HOW TO COMPLETE THIS TASK: Wherever a line in the data holds the word "paths", pull that line out.

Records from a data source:

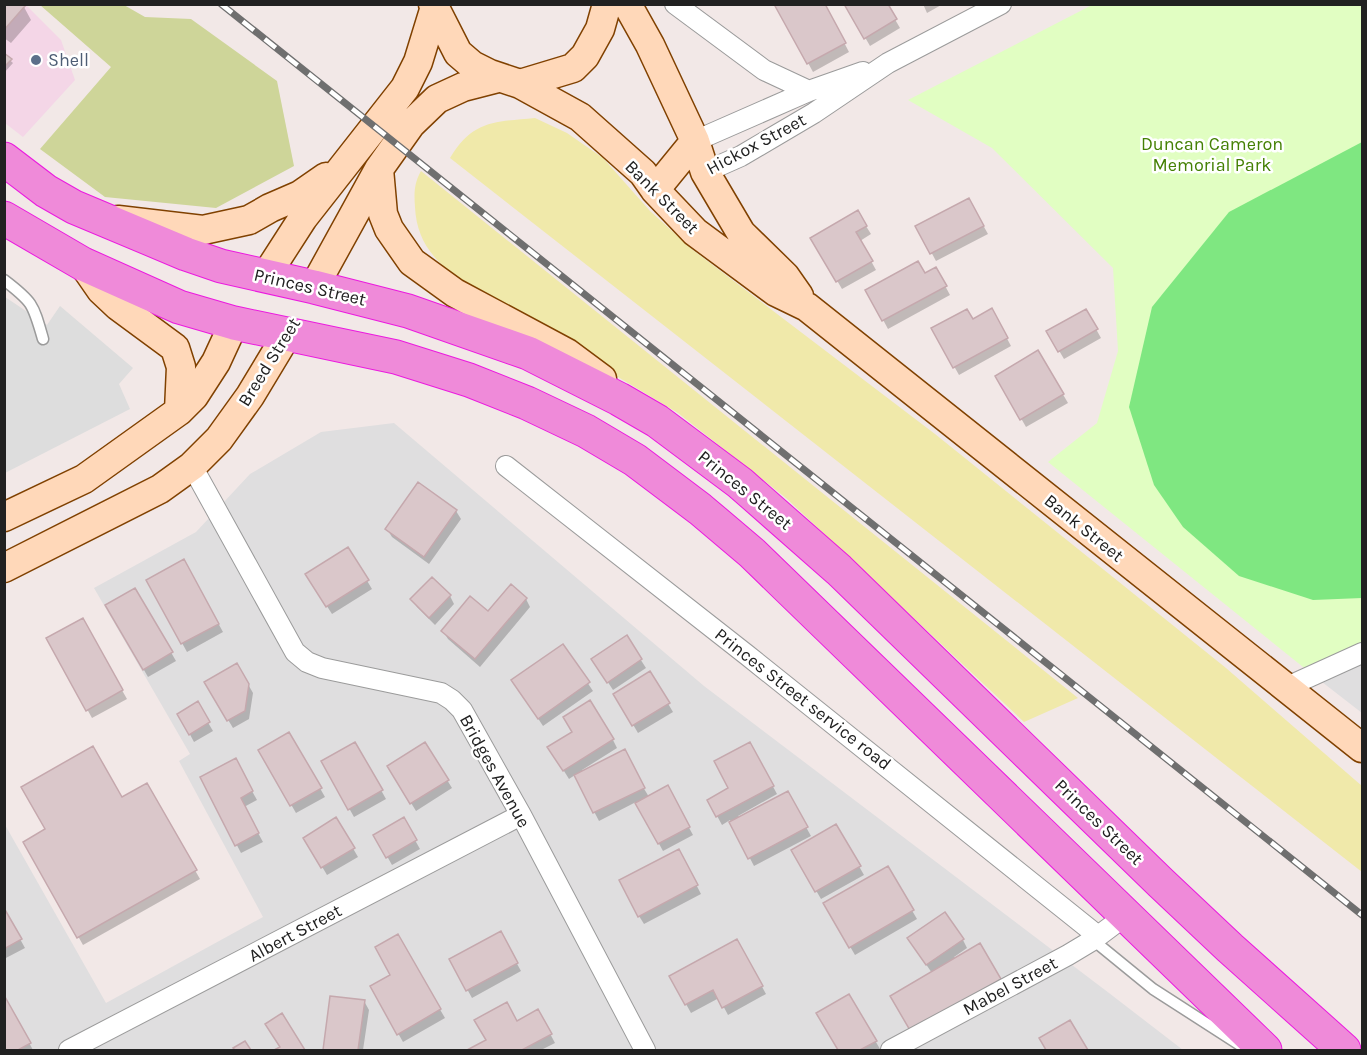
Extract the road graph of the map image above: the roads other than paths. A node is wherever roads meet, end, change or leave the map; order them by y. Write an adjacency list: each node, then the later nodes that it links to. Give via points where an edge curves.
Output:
1 (608, 4): 7 (main road, Breed Street, via 600,29 585,56 573,68)
2 (627, 4): 10 (main road, Bank Street)
3 (675, 4): 8 (street, Hickox Street, via 764,70)
4 (1001, 4): 6 (street, Hickox Street)
5 (433, 7): 7 (main road, Bank Street, via 458,53 472,65); 12 (main road, via 418,62 405,88)
6 (888, 63): 8 (street, Hickox Street); 9 (street, Hickox Street)
7 (509, 81): 13 (main road, Breed Street, via 463,87 437,99 411,124); 15 (main road, Bank Street, via 580,117 643,173)
8 (809, 91): 9 (street); 10 (street, Hickox Street)
9 (814, 113): 14 (street, Hickox Street, via 741,156)
10 (695, 141): 14 (main road, Bank Street); 15 (main road, Hickox Street)
11 (4, 159): 17 (highway, Princes Street, via 46,191)
12 (343, 166): 17 (main road, via 300,195 237,223 203,230); 19 (main road)
13 (378, 169): 21 (main road, Breed Street); 27 (main road, via 382,214 412,262 455,293 567,353)
14 (705, 172): 15 (main road, Hickox Street); 22 (main road, Bank Street, via 741,233 784,276)
15 (655, 190): 22 (main road, Bank Street, via 695,232 776,292)
16 (4, 218): 18 (highway)
17 (104, 219): 19 (highway, Princes Street, via 186,254)
18 (83, 264): 23 (highway, via 179,307); 26 (main road, via 118,306 175,348 182,367)
19 (264, 277): 21 (highway, Princes Street); 23 (highway)
20 (4, 280): 25 (lane, via 35,309)
21 (314, 287): 24 (highway, Breed Street); 27 (highway, Princes Street, via 408,311 528,353)
22 (807, 307): 33 (main road, Bank Street)
23 (234, 323): 24 (highway); 26 (main road, via 216,362)
24 (288, 333): 28 (main road, Breed Street, via 219,439); 37 (highway, via 396,357 469,380 586,431 635,460 752,553)
25 (43, 339)
26 (179, 411): 30 (main road, via 84,479)
27 (657, 421): 36 (highway, Princes Street, via 740,483 839,570)
28 (192, 466): 31 (main road, Breed Street, via 160,489); 35 (street, Bridges Avenue, via 295,652 322,668 426,688 452,700 473,727)
29 (506, 466): 38 (street, Princes Street service road)
30 (4, 517)
31 (4, 568)
32 (1362, 653): 33 (street)
33 (1287, 687): 34 (main road, Bank Street)
34 (1362, 748)
35 (521, 815): 39 (street, Albert Street); 40 (street, Bridges Avenue)
36 (1161, 883): 37 (highway); 44 (highway, Princes Street)
37 (1125, 916): 38 (street, Mabel Street); 43 (highway)
38 (1096, 938): 41 (street, Mabel Street); 42 (lane, Princes Street service road, via 1153,989)
39 (69, 1050)
40 (645, 1050)
41 (891, 1050)
42 (1251, 1050)
43 (1265, 1050)
44 (1344, 1050)

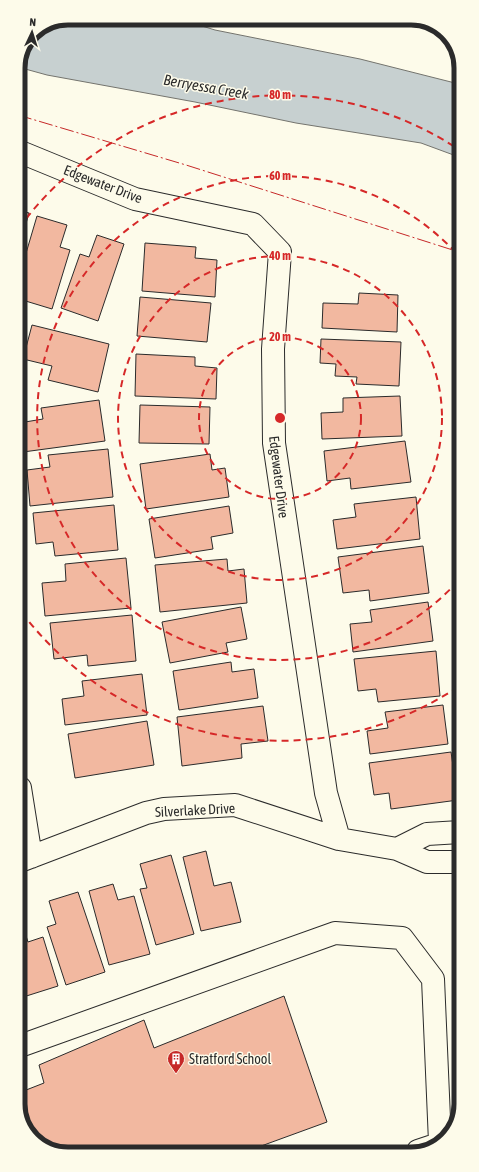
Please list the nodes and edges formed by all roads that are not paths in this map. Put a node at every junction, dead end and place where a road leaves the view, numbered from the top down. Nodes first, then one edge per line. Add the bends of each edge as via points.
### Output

ANSWER:
Extract the road graph of the map image above: the roads other than paths. A node is wherever roads meet, end, change or leave the map; order them by y. Write an adjacency list: each node, then the later nodes that it links to. Give via points where an edge curves.
Please list the nodes and edges formed by all roads that are not paths in this map. Put a node at every junction, dead end and place where a road leaves the view, numbered from the top down. Nodes first, then one edge per line. Add the bends of each edge as via points.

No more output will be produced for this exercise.